Body or hand keypoint data
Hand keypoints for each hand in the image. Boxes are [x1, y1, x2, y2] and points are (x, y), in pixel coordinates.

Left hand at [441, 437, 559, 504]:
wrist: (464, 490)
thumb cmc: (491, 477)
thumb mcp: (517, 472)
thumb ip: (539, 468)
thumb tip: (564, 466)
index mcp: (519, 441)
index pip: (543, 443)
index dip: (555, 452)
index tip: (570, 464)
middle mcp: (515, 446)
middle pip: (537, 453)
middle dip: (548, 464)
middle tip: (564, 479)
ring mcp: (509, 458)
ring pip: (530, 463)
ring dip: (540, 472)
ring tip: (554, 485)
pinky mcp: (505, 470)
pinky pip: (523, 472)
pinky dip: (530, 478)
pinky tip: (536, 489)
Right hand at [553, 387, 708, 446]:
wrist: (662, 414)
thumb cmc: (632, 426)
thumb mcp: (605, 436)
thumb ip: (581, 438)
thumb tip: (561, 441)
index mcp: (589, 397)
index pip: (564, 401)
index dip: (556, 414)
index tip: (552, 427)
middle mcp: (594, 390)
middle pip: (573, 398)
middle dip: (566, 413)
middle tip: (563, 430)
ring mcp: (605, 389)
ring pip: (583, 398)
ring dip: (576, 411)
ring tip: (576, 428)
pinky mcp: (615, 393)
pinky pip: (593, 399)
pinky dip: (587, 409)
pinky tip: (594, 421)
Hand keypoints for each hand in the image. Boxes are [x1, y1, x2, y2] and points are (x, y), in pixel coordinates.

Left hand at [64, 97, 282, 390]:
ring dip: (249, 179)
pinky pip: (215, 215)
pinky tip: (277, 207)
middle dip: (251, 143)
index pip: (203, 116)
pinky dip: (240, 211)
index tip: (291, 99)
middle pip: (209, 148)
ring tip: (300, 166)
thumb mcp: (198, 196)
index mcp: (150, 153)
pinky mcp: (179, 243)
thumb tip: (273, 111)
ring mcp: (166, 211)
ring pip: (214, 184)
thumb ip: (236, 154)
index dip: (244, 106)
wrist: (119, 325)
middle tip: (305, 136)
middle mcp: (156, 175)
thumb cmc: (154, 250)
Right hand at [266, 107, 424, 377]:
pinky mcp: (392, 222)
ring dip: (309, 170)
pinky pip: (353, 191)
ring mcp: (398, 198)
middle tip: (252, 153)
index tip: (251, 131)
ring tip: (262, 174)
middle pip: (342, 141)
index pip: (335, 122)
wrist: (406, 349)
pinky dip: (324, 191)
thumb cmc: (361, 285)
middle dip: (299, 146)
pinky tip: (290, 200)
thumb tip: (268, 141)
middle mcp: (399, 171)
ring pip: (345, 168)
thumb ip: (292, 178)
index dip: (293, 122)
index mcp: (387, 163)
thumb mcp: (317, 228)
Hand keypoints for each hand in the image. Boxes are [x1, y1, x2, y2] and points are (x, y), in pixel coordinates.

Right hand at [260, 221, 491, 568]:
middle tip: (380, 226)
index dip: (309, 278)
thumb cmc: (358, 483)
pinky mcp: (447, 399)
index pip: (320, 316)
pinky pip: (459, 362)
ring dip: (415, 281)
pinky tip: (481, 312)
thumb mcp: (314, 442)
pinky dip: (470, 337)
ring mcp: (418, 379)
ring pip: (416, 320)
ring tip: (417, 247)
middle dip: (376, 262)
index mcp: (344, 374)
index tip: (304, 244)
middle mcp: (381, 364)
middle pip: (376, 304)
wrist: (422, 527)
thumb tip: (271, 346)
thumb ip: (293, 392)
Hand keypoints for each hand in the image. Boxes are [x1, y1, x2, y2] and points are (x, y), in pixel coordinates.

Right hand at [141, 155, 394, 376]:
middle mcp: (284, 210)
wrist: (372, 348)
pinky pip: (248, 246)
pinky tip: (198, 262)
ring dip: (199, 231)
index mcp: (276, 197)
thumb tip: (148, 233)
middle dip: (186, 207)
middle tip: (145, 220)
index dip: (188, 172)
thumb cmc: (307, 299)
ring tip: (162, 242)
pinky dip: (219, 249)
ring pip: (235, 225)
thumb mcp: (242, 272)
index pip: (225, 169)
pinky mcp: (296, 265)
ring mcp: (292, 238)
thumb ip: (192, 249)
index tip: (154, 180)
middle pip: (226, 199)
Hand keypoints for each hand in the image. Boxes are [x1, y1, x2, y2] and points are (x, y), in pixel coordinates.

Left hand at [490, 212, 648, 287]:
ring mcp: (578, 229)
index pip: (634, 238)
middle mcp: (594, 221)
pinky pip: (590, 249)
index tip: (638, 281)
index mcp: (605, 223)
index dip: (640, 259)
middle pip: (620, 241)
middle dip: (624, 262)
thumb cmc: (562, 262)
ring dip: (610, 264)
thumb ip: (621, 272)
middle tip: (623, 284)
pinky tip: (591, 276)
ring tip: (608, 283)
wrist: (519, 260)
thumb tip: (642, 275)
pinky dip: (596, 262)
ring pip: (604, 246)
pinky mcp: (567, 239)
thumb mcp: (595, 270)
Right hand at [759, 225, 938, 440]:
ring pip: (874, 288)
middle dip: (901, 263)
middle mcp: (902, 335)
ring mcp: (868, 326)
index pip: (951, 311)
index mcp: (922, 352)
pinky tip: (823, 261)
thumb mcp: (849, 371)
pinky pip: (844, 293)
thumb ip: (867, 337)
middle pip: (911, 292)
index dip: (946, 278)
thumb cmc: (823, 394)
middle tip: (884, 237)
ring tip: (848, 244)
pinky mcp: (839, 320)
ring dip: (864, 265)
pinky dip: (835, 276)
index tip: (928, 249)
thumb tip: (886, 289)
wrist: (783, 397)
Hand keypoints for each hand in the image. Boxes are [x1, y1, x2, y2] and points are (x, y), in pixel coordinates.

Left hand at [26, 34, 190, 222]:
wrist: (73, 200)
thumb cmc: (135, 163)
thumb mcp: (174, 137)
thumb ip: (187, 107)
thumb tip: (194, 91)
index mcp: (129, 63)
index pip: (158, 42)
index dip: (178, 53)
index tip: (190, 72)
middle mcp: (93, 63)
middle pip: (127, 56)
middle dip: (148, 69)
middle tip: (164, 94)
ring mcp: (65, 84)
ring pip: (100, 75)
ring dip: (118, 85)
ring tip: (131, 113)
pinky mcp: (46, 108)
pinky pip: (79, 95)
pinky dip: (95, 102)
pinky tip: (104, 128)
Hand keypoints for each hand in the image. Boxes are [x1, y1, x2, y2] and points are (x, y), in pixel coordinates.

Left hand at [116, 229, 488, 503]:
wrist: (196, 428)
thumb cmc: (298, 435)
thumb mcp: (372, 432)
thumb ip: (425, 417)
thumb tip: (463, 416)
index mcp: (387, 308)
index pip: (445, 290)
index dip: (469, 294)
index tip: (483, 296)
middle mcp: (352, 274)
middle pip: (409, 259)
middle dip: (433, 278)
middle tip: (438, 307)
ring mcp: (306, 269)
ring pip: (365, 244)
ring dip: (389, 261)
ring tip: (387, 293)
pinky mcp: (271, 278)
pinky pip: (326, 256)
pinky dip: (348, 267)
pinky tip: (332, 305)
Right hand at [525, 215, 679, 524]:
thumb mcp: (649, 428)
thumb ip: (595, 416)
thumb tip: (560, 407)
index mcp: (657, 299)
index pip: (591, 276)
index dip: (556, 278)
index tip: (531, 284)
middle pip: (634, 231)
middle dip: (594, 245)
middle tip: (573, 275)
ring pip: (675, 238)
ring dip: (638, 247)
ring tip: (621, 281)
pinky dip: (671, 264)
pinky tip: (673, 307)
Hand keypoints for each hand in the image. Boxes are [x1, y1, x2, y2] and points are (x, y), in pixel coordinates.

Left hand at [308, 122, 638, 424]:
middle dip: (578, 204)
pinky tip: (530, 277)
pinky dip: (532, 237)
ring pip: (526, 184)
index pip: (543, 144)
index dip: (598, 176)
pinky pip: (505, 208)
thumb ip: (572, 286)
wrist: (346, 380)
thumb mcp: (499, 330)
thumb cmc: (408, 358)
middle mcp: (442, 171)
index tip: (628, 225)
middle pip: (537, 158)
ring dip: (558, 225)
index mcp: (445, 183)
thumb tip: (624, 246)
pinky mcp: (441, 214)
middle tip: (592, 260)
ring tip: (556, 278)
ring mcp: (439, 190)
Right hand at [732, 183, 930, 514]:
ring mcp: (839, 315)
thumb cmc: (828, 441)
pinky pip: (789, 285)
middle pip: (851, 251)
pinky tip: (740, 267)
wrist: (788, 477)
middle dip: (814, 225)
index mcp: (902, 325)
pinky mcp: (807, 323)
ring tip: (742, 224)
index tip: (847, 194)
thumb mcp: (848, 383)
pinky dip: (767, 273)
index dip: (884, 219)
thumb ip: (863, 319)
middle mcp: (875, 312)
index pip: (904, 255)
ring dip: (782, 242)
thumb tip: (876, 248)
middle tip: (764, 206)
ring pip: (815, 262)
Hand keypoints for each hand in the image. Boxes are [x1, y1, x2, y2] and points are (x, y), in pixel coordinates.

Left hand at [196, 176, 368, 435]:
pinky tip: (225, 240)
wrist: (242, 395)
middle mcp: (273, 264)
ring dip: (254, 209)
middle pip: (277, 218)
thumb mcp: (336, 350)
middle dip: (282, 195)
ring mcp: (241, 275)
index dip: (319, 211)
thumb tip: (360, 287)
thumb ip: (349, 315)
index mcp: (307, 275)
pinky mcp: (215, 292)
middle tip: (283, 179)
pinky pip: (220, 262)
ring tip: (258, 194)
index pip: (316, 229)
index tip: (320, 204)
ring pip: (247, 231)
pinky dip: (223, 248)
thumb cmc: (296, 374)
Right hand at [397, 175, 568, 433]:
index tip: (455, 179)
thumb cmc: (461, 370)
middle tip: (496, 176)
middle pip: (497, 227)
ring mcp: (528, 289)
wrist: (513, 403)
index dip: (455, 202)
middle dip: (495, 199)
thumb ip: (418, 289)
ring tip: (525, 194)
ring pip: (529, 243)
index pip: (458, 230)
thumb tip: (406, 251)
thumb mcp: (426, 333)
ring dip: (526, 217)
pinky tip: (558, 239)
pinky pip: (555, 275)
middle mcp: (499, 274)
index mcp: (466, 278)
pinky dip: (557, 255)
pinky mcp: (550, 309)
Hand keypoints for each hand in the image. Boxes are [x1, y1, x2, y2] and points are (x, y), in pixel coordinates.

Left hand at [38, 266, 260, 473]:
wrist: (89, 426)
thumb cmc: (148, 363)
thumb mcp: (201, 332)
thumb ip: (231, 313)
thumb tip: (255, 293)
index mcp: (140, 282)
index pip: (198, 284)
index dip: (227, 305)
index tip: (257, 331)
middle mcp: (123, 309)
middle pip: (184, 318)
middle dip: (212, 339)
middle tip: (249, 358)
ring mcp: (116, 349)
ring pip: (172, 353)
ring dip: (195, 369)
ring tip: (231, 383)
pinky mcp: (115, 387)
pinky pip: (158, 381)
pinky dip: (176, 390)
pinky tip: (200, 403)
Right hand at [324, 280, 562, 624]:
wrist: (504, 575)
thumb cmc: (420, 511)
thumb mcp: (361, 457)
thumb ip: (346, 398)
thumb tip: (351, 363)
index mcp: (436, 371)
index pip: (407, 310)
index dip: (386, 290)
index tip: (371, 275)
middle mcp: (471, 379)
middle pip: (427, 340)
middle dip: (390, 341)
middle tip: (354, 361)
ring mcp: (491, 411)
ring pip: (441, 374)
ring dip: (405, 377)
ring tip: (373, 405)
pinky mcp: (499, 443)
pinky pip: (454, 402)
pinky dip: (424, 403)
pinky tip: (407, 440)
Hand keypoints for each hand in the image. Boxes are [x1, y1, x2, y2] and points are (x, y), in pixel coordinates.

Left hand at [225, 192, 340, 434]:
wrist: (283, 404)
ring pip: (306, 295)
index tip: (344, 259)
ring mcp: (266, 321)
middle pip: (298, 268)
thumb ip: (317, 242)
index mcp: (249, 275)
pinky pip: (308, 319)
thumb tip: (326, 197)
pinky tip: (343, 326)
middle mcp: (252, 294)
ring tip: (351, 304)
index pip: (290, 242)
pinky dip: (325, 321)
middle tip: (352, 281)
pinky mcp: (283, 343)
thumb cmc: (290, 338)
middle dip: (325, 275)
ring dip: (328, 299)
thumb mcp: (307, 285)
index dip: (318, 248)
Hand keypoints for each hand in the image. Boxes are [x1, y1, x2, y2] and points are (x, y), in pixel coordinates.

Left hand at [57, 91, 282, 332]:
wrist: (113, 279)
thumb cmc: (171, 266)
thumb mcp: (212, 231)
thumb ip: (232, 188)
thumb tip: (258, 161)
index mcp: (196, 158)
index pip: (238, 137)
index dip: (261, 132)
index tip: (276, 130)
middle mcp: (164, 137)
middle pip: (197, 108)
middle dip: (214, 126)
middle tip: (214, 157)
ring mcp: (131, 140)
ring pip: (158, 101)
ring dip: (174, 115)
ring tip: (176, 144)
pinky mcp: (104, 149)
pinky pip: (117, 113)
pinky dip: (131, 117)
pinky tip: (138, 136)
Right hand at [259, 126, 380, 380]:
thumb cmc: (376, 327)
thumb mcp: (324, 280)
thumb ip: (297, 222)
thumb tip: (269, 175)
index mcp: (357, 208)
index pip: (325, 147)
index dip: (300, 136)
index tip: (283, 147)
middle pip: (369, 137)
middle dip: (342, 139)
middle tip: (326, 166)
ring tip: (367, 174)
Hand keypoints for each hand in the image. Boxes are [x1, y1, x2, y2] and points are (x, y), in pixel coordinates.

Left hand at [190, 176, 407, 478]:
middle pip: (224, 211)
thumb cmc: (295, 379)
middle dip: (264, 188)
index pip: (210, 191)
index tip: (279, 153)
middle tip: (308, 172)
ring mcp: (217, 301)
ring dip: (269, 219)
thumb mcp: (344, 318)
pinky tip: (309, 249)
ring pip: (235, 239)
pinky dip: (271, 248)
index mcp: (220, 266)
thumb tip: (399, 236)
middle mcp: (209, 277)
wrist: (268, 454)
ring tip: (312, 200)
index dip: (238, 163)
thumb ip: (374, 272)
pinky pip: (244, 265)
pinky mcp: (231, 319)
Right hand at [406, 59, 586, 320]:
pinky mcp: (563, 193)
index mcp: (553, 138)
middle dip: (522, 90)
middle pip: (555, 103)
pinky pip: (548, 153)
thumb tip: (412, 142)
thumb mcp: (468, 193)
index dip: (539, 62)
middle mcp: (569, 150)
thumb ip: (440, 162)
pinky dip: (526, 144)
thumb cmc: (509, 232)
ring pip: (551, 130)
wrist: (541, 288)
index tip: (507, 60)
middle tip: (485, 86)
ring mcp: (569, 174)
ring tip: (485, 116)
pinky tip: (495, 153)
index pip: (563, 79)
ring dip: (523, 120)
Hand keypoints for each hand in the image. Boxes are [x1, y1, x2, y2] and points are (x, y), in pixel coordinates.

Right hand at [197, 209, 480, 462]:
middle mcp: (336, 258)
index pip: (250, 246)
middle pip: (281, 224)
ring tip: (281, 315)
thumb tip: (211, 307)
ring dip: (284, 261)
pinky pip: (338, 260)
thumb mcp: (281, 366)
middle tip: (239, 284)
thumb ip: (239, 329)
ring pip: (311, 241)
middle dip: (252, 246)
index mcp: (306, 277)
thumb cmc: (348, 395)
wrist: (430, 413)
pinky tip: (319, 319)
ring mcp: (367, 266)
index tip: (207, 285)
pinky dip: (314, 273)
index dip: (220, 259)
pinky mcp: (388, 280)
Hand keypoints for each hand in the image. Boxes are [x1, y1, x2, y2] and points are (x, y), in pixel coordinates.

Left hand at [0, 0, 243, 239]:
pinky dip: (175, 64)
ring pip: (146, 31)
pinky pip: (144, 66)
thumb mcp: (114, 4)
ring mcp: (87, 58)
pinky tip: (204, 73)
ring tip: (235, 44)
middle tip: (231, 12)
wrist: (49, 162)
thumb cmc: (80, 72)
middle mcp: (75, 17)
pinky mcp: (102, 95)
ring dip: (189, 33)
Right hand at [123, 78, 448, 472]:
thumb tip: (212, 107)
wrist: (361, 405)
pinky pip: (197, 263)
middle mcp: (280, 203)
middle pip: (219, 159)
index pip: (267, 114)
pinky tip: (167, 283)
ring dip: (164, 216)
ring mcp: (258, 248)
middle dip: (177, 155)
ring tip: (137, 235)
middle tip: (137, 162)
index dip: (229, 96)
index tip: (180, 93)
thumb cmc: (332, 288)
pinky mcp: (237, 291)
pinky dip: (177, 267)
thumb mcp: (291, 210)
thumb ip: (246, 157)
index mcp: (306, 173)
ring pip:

Assigned task: Pull every line containing "Left" out of the records.

Task output:
Left hand at [441, 437, 559, 504]:
Left hand at [64, 97, 282, 390]:
Left hand at [490, 212, 648, 287]:
Left hand at [26, 34, 190, 222]:
Left hand at [116, 229, 488, 503]:
Left hand at [308, 122, 638, 424]:
Left hand at [196, 176, 368, 435]:
Left hand at [38, 266, 260, 473]:
Left hand at [225, 192, 340, 434]:
Left hand at [57, 91, 282, 332]:
Left hand at [190, 176, 407, 478]:
Left hand at [0, 0, 243, 239]:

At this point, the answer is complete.